Comment fonctionne un ransomware ?
L'attaque suit généralement 4 phases : accès initial (phishing, vulnérabilité exposée, RDP ouvert), mouvement latéral dans le réseau, exfiltration des données (double extorsion), puis chiffrement des fichiers et demande de rançon.
Coût moyen d'une attaque ransomware
Le coût moyen d'un incident ransomware pour une PME en France est estimé entre 50 000 € et 500 000 € (perte d'exploitation + remédiation + atteinte réputationnelle). Sans compter les sanctions RGPD en cas de fuite de données personnelles.
Comment se protéger ?
- Sauvegardes régulières, testées et hors ligne (3-2-1).
- Patch management rigoureux.
- Authentification multifacteur (MFA) sur tous les accès critiques.
- Segmentation réseau.
- Pentest régulier pour fermer les vecteurs d'accès initial.
Groupes ransomware actifs en France (2025-2026)
- LockBit 4.0 / LockBit Ransom : malgré Operation Cronos (Feb 2024, saisie Europol/FBI), une nouvelle infrastructure a émergé. Cible PME et ETI françaises via RDP/VPN exposés.
- Black Basta : successeur de Conti, responsable d'attaques contre plusieurs hôpitaux et ETI industrielles françaises en 2024-2025. RaaS très organisé, rançons 500 k - 5 M€.
- Akira : émergent 2023-2024, cible spécifiquement PME de 50-500 employés via Cisco ASA/AnyConnect non patchés. Demandes 200 k - 1 M€.

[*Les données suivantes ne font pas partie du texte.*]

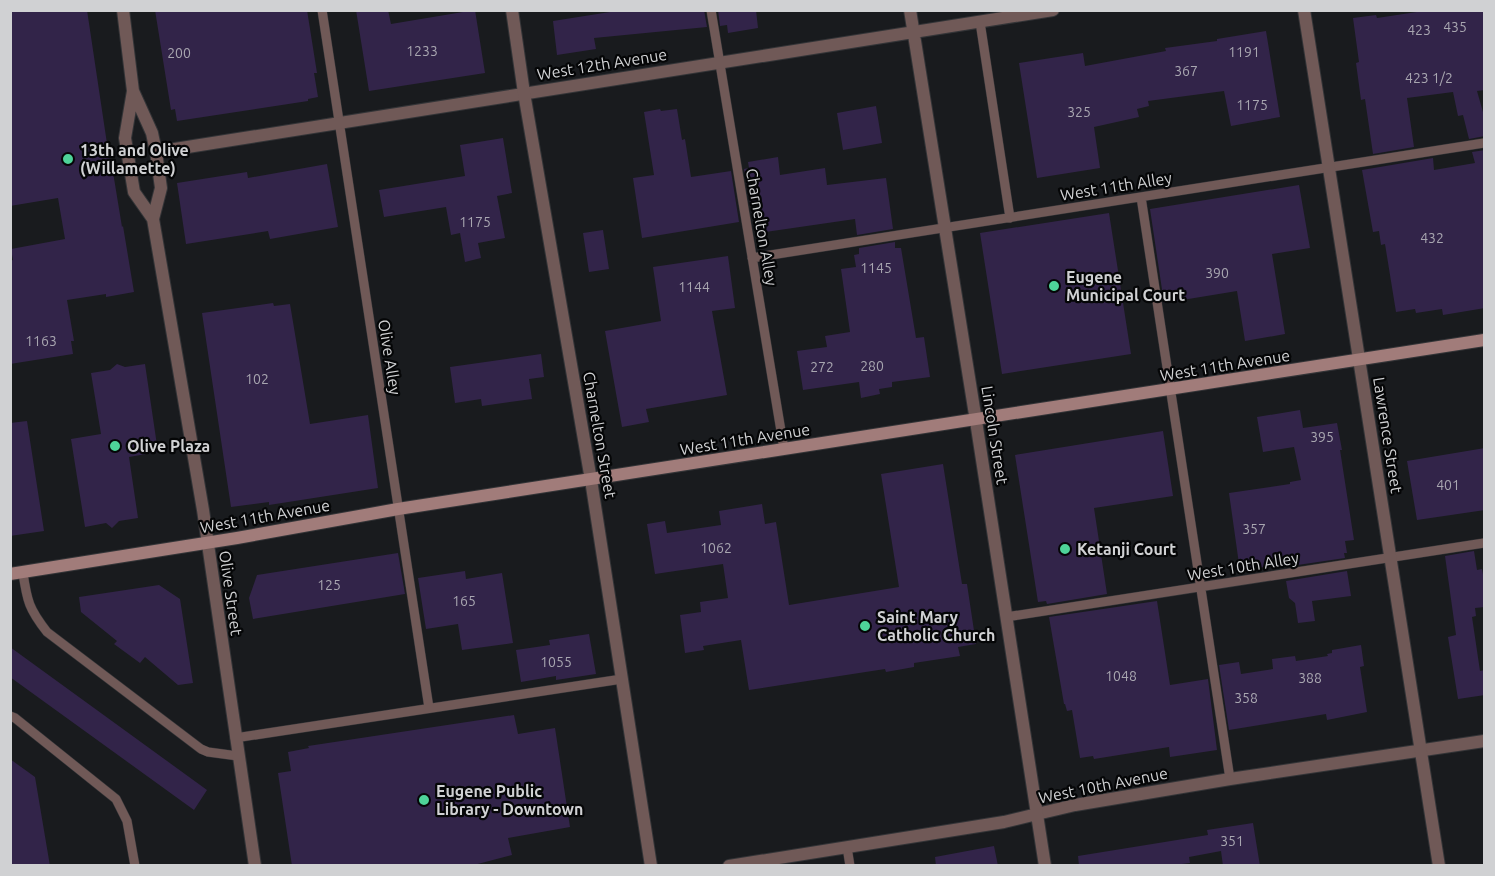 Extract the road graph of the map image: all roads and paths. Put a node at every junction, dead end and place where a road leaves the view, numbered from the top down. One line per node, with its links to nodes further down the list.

- Play / PlayCrypt : actif en Europe, spécialisé supply chain cloud (MSPs, éditeurs SaaS). Attaque MOVEit-style sur prestataires.
- Rhysida : attaques hôpitaux (British Library, hôpital de Corbeil-Essonnes en 2022 = prédécesseur Vice Society devenu Rhysida). Demandes moyennes 1,5 M€.

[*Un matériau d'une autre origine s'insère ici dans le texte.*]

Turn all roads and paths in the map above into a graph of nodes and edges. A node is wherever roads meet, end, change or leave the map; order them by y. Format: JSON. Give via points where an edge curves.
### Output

Selon le panorama CERT-FR 2024, les PME représentent 43 % des incidents traités. Le secteur le plus touché : industrie/manufacturing (Akira, Play), suivi du tertiaire et de la santé.
FAQ Ransomware
Faut-il payer la rançon ?
Position ANSSI + gouvernement français : ne jamais payer. Raisons : (1) financement de la cybercriminalité et sanctions éventuelles OFAC/UE si le groupe est sanctionné (LockBit l'est), (2) aucune garantie de récupération (30 % des entreprises qui paient ne récupèrent pas tout), (3) marquage comme cible « payante » pour futures attaques. En revanche, votre assurance cyber peut imposer ou interdire le paiement selon la police — à négocier au contrat.
Un pentest protège-t-il vraiment d'un ransomware ?
Pas d'une attaque en cours, mais d'une compromission initiale : les vecteurs d'entrée ransomware les plus fréquents (phishing avec payload, VPN/RDP avec faille, Active Directory mal configuré, application web avec RCE) sont tous testés en pentest externe + interne. Un pentest interne (Active Directory hardening, lateral movement) est particulièrement rentable : il simule ce que fait l'attaquant après access initial. Voir pentest interne vs externe.
Combien de temps pour remettre une PME en prod après un ransomware ?
Médiane 2024 (Coveware) : 22 jours entre chiffrement et reprise complète. Si sauvegardes 3-2-1 testées : 3-7 jours. Si pas de sauvegarde offline : 30-90 jours ou jamais (PME qui ferme). Le coût RH caché (CEO et équipe IT à 100 % sur l'incident, communication client/fournisseur) représente souvent plus que la rançon elle-même.
La double extorsion change-t-elle la donne ?
Oui radicalement. En 2020, 85 % des ransomware = chiffrement uniquement. En 2024, 95 % exfiltrent d'abord les données et menacent de les publier. Conséquence : même une sauvegarde parfaite ne neutralise pas le chantier GDPR + réputation. Il faut un plan de communication de crise et une prise en charge CNIL rapide (< 72 h Art. 33).